X_train_scaled = scaler.transform(X_train)
X_test_scaled = scaler.transform(X_test)

# Create predictions with Logistic Regression

In [None]:
# Train a Logistic Regression model 

model = LogisticRegression().fit(X_train_scaled, y_train)

In [None]:
# Score the model

print(f"Logisitic Regression Training Data Score: {model.score(X_train_scaled, y_train)}")
print(f"Logisitic Regression Testing Data Score: {model.score(X_test_scaled, y_test)}")

In [None]:
y_true = y_test
y_pred = model.predict(X_test_scaled)

cm_lr = confusion_matrix(y_true, y_pred)
cr_lr = classification_report(y_true, y_pred, target_names=target_names)

print(f"Logisitic Regression CONFUSION MATRIX: \n\n {cm_lr}\n\n")
print(f"Logisitic Regression CLASSIFICATION REPORT: \n\n {cr_lr}\n\n")

# Create predictions with Random Forest Classifier

In [None]:
# Train a Random Forest Classifier model

clf = RandomForestClassifier(random_state=0, n_estimators=500).fit(X_train_scaled, y_train)

In [None]:
# Score the model

print(f"Random Forest Classifier Training Score: {clf.score(X_train_scaled, y_train)}")
print(f"Random Forest Classifier Testing Score: {clf.score(X_test_scaled, y_test)}")

In [None]:
y_true = y_test
y_pred = clf.predict(X_test_scaled)

cm_rfc = confusion_matrix(y_true, y_pred)
cr_rfc = classification_report(y_true, y_pred, target_names=target_names)

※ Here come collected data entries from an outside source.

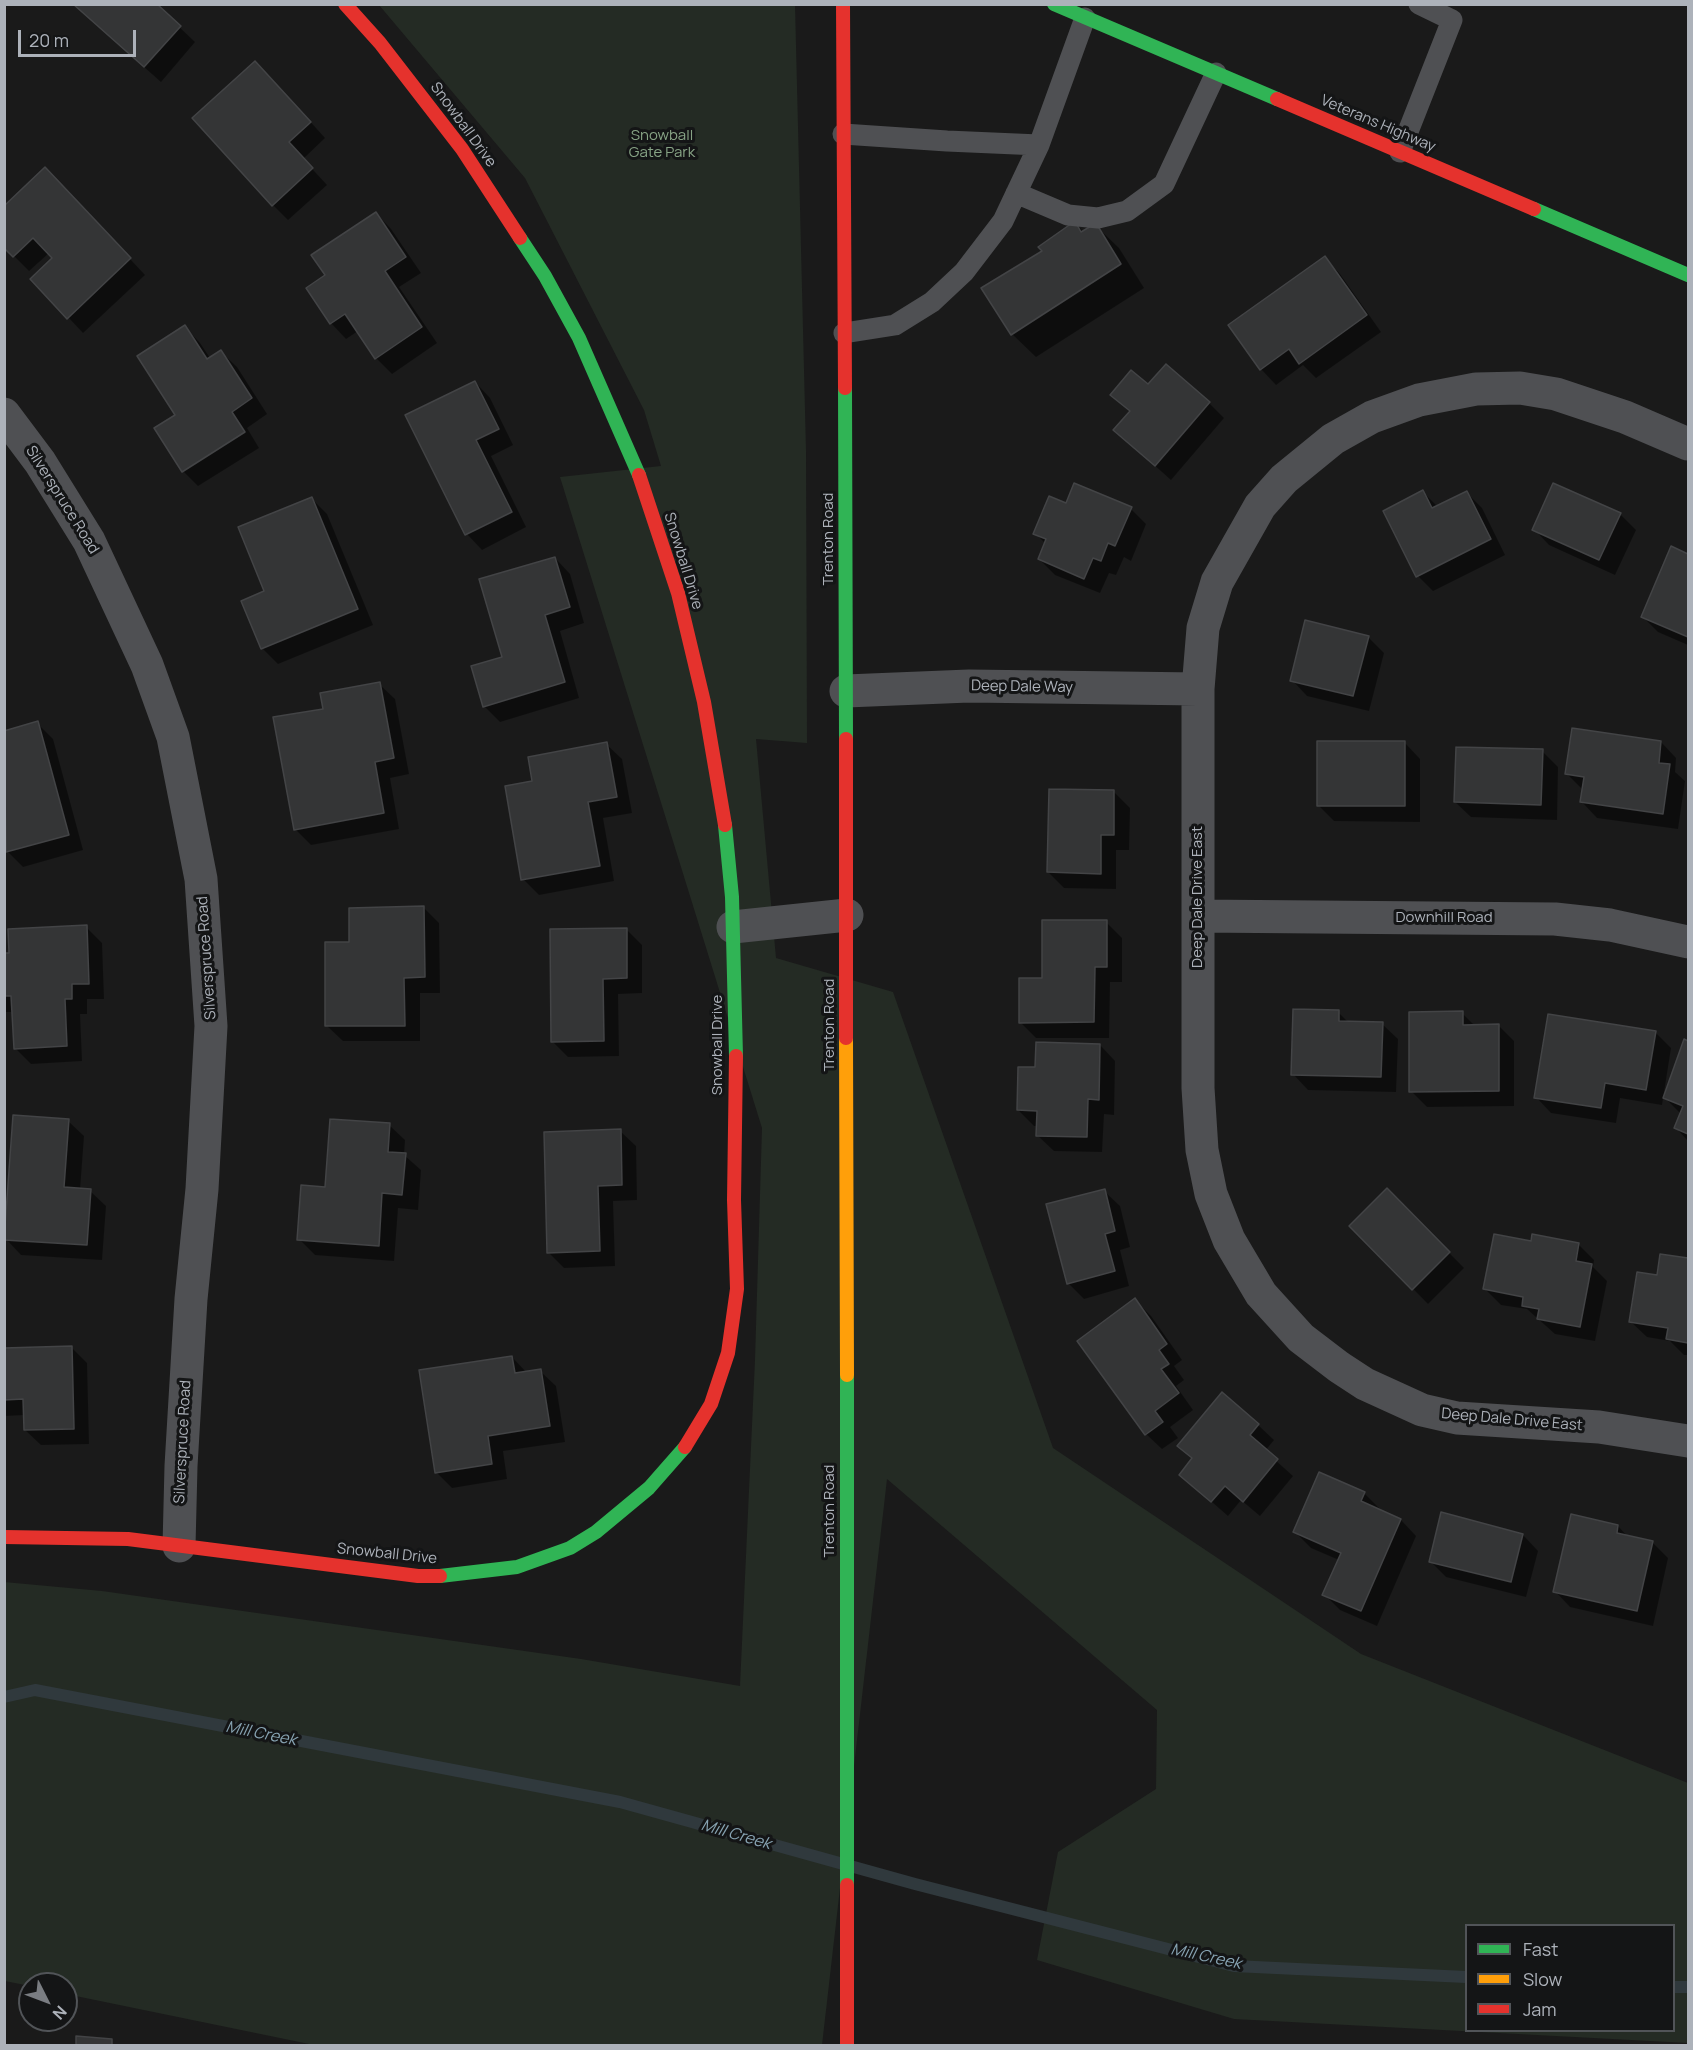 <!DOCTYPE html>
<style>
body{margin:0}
#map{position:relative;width:1693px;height:2050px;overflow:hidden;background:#1a1a1a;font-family:Manrope,sans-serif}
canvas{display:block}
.frame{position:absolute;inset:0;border:6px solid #adb2ba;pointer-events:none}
.legend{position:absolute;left:1465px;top:1924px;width:210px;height:108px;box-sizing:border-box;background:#141516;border:2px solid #515458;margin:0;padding:8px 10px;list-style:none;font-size:18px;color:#adb2ba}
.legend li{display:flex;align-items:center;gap:12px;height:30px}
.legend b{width:30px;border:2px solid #515458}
.north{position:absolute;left:18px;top:1972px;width:60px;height:60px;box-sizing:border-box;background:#141516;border:2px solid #515458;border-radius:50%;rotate:132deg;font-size:16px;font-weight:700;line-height:24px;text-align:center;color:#adb2ba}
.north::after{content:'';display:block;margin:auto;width:21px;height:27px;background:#7a7d82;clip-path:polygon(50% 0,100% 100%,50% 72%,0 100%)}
.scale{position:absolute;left:18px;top:30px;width:118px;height:27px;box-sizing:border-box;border:3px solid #adb2ba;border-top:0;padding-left:8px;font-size:18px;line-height:21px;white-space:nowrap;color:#adb2ba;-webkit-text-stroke:4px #141516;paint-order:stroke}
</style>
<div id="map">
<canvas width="1693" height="2050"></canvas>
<div class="frame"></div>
<ul class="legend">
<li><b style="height:8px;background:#30b455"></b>Fast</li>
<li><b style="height:8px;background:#ff9f0a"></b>Slow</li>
<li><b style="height:8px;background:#e5322d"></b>Jam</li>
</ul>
<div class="north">N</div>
<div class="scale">20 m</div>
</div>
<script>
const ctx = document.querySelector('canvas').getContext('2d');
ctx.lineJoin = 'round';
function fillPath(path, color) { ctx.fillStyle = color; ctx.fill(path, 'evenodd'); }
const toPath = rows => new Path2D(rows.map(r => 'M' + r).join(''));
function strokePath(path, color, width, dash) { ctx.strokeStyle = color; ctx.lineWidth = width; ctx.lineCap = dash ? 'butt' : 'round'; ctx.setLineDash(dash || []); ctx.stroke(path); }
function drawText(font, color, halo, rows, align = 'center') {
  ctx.font = font + ' Manrope,sans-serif'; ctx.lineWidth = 6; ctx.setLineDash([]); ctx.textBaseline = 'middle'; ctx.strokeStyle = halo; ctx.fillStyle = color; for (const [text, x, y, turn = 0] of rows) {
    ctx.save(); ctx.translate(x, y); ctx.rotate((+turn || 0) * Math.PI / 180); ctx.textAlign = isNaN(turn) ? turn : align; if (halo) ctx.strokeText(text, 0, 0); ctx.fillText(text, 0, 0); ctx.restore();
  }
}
fillPath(toPath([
 [379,5,795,5,806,451,807,743,756,739,776,958,893,992,1053,1448,1361,1654,1688,1783,1688,2043,1234,2019,1037,1960,1058,1852,1156,1789,1157,1710,887,1479,822,2045,314,2045,66,1994,66,1984,30,1984,30,1986,5,1981,4,1582,102,1591,581,1659,740,1686,755,1360,762,1128,560,477,661,466,644,410,525,178],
 [1466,1926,1674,1926,1674,2030,1466,2030]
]), '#242b24');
fillPath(toPath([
 [73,4,155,4,195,42,161,82],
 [271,78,325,138,303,159,327,185,288,220,273,205],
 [61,185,145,275,83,333,68,317,54,258,49,253,29,271,4,246],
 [376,213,391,229,421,273,399,287,437,343,392,374,376,358,358,331,346,339,331,323,327,275],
 [1075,223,1084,232,1095,225,1119,248,1144,288,1036,357,1012,334,1044,252],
 [1325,258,1340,274,1381,332,1316,378,1303,365,1276,385,1261,369],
 [185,327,200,343,210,358,221,352,237,367,267,414,247,428,259,448,198,486,183,471],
 [475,382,490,398,513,445,491,456,526,527,482,550,467,534,407,416],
 [1149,386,1209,403,1224,418,1171,480,1115,430,1130,412,1112,395],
 [1423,492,1438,507,1467,493,1482,508,1505,555,1433,591,1418,576],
 [311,498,327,514,373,625,278,664,263,649,243,601,266,592],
 [1067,505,1131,509,1146,524,1131,561,1124,557,1116,575,1109,573,1100,593,1055,575,1039,559,1046,544,1035,533],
 [1620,514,1636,530,1615,575,1549,545,1534,529],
 [1672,548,1688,555,1688,645,1658,632,1643,617],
 [555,558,570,574,584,623,560,631,579,698,500,722,484,706,504,658],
 [1368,637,1384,653,1369,711,1307,696,1292,680],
 [379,684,395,699,409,774,390,778,399,829,311,845,295,829,324,710],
 [37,723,53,739,83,850,23,867,7,851,4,841,4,732],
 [1661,742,1676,758,1675,772,1685,781,1678,829,1597,818,1582,802,1583,790,1567,774],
 [1405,743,1420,759,1420,822,1334,821,1318,805],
 [606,744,622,759,632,813,603,818,614,881,539,895,523,879,534,783],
 [1542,751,1558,767,1557,820,1471,817,1455,802],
 [1114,792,1130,808,1129,850,1116,850,1116,889,1064,888,1048,872],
 [424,908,439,923,440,993,420,993,420,1041,343,1041,327,1026,351,943],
 [1106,922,1122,938,1122,982,1110,982,1109,1038,1036,1038,1020,1022,1044,980],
 [86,927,102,943,104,999,87,999,87,1014,80,1014,82,1061,31,1064,15,1048,14,1012,4,1012,4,955],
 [626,929,642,945,642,993,618,994,619,1056,568,1057,553,1042],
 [1338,1012,1349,1023,1382,1024,1398,1039,1396,1092,1308,1090,1293,1074],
 [1462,1013,1475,1026,1498,1025,1514,1041,1514,1106,1427,1107,1411,1091],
 [1656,1033,1671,1048,1662,1105,1620,1098,1616,1123,1551,1113,1536,1097],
 [1685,1041,1688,1042,1688,1141,1676,1128,1681,1114,1664,1097],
 [1100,1045,1115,1061,1114,1115,1104,1114,1102,1152,1054,1151,1038,1136,1038,1126,1034,1126,1018,1110,1037,1069],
 [68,1121,84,1136,80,1190,90,1191,106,1206,102,1260,21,1255,6,1239],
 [389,1125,405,1140,404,1155,421,1170,418,1210,398,1208,394,1261,315,1255,299,1239,327,1188],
 [620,1131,636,1146,637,1200,613,1201,615,1266,564,1268,548,1252],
 [1387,1190,1464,1268,1428,1304,1351,1226],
 [1104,1191,1120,1206,1130,1247,1120,1250,1129,1286,1084,1299,1068,1283],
 [1532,1243,1579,1245,1594,1260,1593,1267,1607,1281,1595,1341,1555,1334,1527,1309,1501,1305,1485,1289],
 [1661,1255,1688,1260,1688,1355,1684,1355,1670,1341,1647,1337,1631,1322,1658,1277],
 [1135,1300,1151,1316,1182,1360,1174,1366,1184,1380,1176,1386,1193,1410,1170,1427,1178,1438,1162,1449,1146,1434],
 [71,1347,87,1363,89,1444,41,1445,25,1430,25,1415,4,1416,4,1349],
 [512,1357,527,1373,540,1371,556,1386,565,1442,503,1451,507,1479,452,1488,436,1472],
 [1258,1425,1274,1440,1265,1451,1293,1476,1260,1516,1241,1500,1228,1516,1181,1475,1193,1459,1179,1446],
 [1364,1493,1380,1509,1379,1511,1401,1520,1416,1536,1377,1626,1340,1610,1324,1594,1339,1560,1311,1548,1295,1532],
 [1618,1526,1628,1537,1652,1542,1668,1558,1653,1626,1570,1607,1555,1591],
 [1523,1535,1538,1551,1526,1597,1446,1577,1430,1561]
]), '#0007');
strokePath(toPath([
 [4,1697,35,1690,620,1802,915,1884,1234,1966,1466,1977],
 [1674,1987,1688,1987]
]), '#30393d', 12);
const building = toPath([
 [73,4,157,4,181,26,144,67,73,4],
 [255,61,311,122,289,142,313,168,272,206,192,118,255,61],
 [45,167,131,258,67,319,30,279,52,258,33,238,13,257,4,248,4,206,45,167],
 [376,212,406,257,385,271,422,327,375,359,345,314,330,324,306,288,325,275,311,255,376,212],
 [1075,221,1081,232,1096,223,1121,264,1011,335,981,288,1042,251,1038,247,1075,221],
 [1325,256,1367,315,1299,364,1289,349,1260,370,1228,325,1325,256],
 [185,325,207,359,221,350,252,398,232,412,245,432,182,472,154,428,175,415,137,356,185,325],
 [1166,364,1210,402,1155,466,1113,430,1130,411,1110,395,1131,370,1148,384,1166,364],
 [475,381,499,429,476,440,512,512,465,535,405,415,475,381],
 [1074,483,1132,507,1115,546,1108,543,1101,561,1093,558,1084,579,1038,559,1046,539,1033,534,1049,496,1066,503,1074,483],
 [1553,483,1621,513,1599,560,1532,530,1553,483],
 [1423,490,1432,508,1467,491,1491,539,1416,577,1383,511,1423,490],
 [312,497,358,609,261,649,241,601,264,591,238,527,312,497],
 [1671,546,1688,554,1688,637,1641,617,1671,546],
 [555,557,570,607,545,615,565,682,483,707,471,666,502,657,479,579,555,557],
 [1305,620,1369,636,1353,696,1290,681,1305,620],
 [380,682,394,758,375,762,384,813,294,830,273,717,323,709,320,693,380,682],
 [38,721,69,835,6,852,4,731,38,721],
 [1572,728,1661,741,1659,763,1670,764,1663,814,1580,802,1584,777,1565,774,1572,728],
 [1317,741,1405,741,1405,806,1317,806,1317,741],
 [607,742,617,797,588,802,600,866,521,880,505,786,532,781,528,757,607,742],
 [1456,747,1543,749,1541,805,1454,802,1456,747],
 [1049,789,1114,790,1114,835,1101,835,1101,874,1047,872,1049,789],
 [424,906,425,977,404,978,405,1026,325,1026,325,942,349,942,349,908,424,906],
 [1042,920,1107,920,1107,967,1095,967,1094,1022,1019,1023,1019,978,1042,978,1042,920],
 [87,925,89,984,72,984,72,999,65,999,67,1046,14,1049,11,996,4,996,4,953,9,953,8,929,87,925],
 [627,928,627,978,603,979,604,1041,551,1042,550,929,627,928],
 [1293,1009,1339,1010,1339,1021,1383,1022,1381,1077,1291,1075,1293,1009],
 [1463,1011,1463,1025,1499,1024,1499,1091,1409,1092,1409,1012,1463,1011],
 [1548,1014,1656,1031,1646,1090,1605,1083,1601,1108,1534,1098,1548,1014],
 [1684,1039,1688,1041,1688,1134,1674,1128,1683,1106,1663,1098,1684,1039],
 [1036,1042,1100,1044,1099,1100,1088,1099,1087,1137,1036,1136,1037,1111,1017,1110,1018,1067,1035,1067,1036,1042],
 [13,1115,69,1119,64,1187,91,1189,87,1245,4,1240,13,1115],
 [330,1119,390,1123,388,1152,406,1153,402,1195,382,1193,379,1246,297,1240,301,1185,325,1187,330,1119],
 [621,1129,622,1185,598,1186,600,1251,547,1253,544,1132,621,1129],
 [1387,1188,1450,1252,1412,1290,1349,1226,1387,1188],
 [1105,1189,1115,1231,1105,1234,1115,1271,1067,1284,1046,1204,1105,1189],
 [1494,1234,1531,1241,1532,1234,1579,1243,1576,1261,1592,1264,1580,1327,1537,1319,1539,1309,1522,1306,1523,1297,1483,1289,1494,1234],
 [1660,1254,1688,1258,1688,1343,1666,1339,1668,1328,1629,1322,1637,1272,1657,1275,1660,1254],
 [1135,1298,1167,1344,1159,1350,1169,1364,1161,1369,1179,1393,1155,1411,1163,1422,1145,1435,1077,1341,1135,1298],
 [72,1346,74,1429,24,1430,23,1399,4,1400,4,1348,72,1346],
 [512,1356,515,1373,541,1369,550,1426,488,1436,492,1464,435,1473,419,1370,512,1356],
 [1222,1392,1259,1424,1250,1435,1278,1459,1243,1502,1225,1486,1211,1502,1179,1475,1192,1458,1177,1446,1222,1392],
 [1319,1472,1365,1492,1361,1501,1401,1519,1361,1611,1322,1595,1341,1553,1293,1532,1319,1472],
 [1441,1512,1523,1534,1511,1582,1429,1562,1441,1512],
 [1571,1514,1618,1525,1617,1533,1653,1541,1637,1611,1553,1592,1571,1514],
 [76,2036,112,2039,112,2046,76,2046,76,2036]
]);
fillPath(building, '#343536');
strokePath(building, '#434446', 1.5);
strokePath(toPath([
 [843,134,947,141,1039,145],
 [1400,152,1452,20,1419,4],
 [1016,193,1068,215,1098,218,1127,211,1164,184,1216,73],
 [844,333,895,325,932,302,964,272,1003,221,1039,145,1085,18]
]), '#4f5053', 21);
strokePath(toPath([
 [4,414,40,462,89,541,147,665,173,737,201,879,211,1026,202,1189,191,1299,181,1466,179,1546],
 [1688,444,1625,417,1556,394,1520,388,1476,389,1419,400,1372,417,1333,439,1284,479,1260,506,1217,582,1203,628,1198,689,1198,1088,1202,1150,1211,1194,1229,1240,1261,1294,1301,1338,1339,1367,1365,1384,1422,1410,1457,1418,1599,1427,1688,1441],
 [846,691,969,686,1198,689],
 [1198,916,1555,919,1610,925,1688,942],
 [733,927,847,915]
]), '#4f5053', 33);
strokePath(toPath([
 [1054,4,1277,99],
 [1534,209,1688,275],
 [520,238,545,276,579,338,639,475],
 [845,388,846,739],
 [725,825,732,897,736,1056],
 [847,1375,847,1885],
 [440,1576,517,1567,570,1548,596,1532,649,1488,685,1447]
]), '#30b455', 14);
strokePath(toPath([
 [846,1038,847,1375]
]), '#ff9f0a', 14);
strokePath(toPath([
 [345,4,380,43,462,149,520,238],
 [843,4,845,388],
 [1277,99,1534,209],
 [639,475,678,593,704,702,725,825],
 [846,739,846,1038],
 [685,1447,711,1404,728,1353,737,1289,734,1200,736,1056],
 [4,1537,128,1539,418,1576,440,1576],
 [847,1885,847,2046]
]), '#e5322d', 14);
drawText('15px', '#adb2ba', '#141516', [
 ["Veterans Highway",1378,124,23],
 ["Snowball Drive",463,125,54],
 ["Silverspruce Road",62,500,58],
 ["Trenton Road",829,539,-90],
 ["Snowball Drive",683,561,73],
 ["Deep Dale Way",1022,687,1],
 ["Deep Dale Drive East",1198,897,-90],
 ["Downhill Road",1444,918],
 ["Silverspruce Road",207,958,-94],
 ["Trenton Road",830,1025,-90],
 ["Snowball Drive",718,1045,-90],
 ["Deep Dale Drive East",1512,1420,5],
 ["Silverspruce Road",183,1442,-87],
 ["Trenton Road",830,1511,-90],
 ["Snowball Drive",387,1554,6]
]);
drawText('15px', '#87a385', '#141516', [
 ["Snowball",662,136],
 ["Gate Park",662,153]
]);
drawText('italic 16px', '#87a3b2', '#141516', [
 ["Mill Creek",261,1734,11],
 ["Mill Creek",736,1835,16],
 ["Mill Creek",1206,1957,12]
]);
</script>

print(f"Random Forest Classifier CONFUSION MATRIX: \n\n {cm_rfc}\n\n")
print(f"Random Forest Classifier CLASSIFICATION REPORT: \n\n {cr_rfc}\n\n")

## Results and Reflection


In [None]:
print(f"LR: {cr_lr}")
print(f"RFC: {cr_rfc}")

## Logistic Regression is the Better-Performing Model

Looking at the classification reports for the two models, both models perform well on precision, recall, and f1-score for "good risk", but less well for the same metrics for "bad risk". Nevertheless, LR performed better than RFC on "bad risk" recall and f1-score. Therefore, my prediction was confirmed.  

After exploring the dataset, it appears that the dataset is somewhat "lop-sided" in that only about 3% of the sample had a "loan status" value of 1 (i.e., meaning loan was not approved, they were judged to be a "bad" credit risk).  Hence, 97% of the sample was approved for a loan, judged to be a "good" risk.  My intuition is that we would expect most of the classification models to perform well with such a skew in the training dataset, and that was borne out in our comparison of two of the most-often used binary classification models.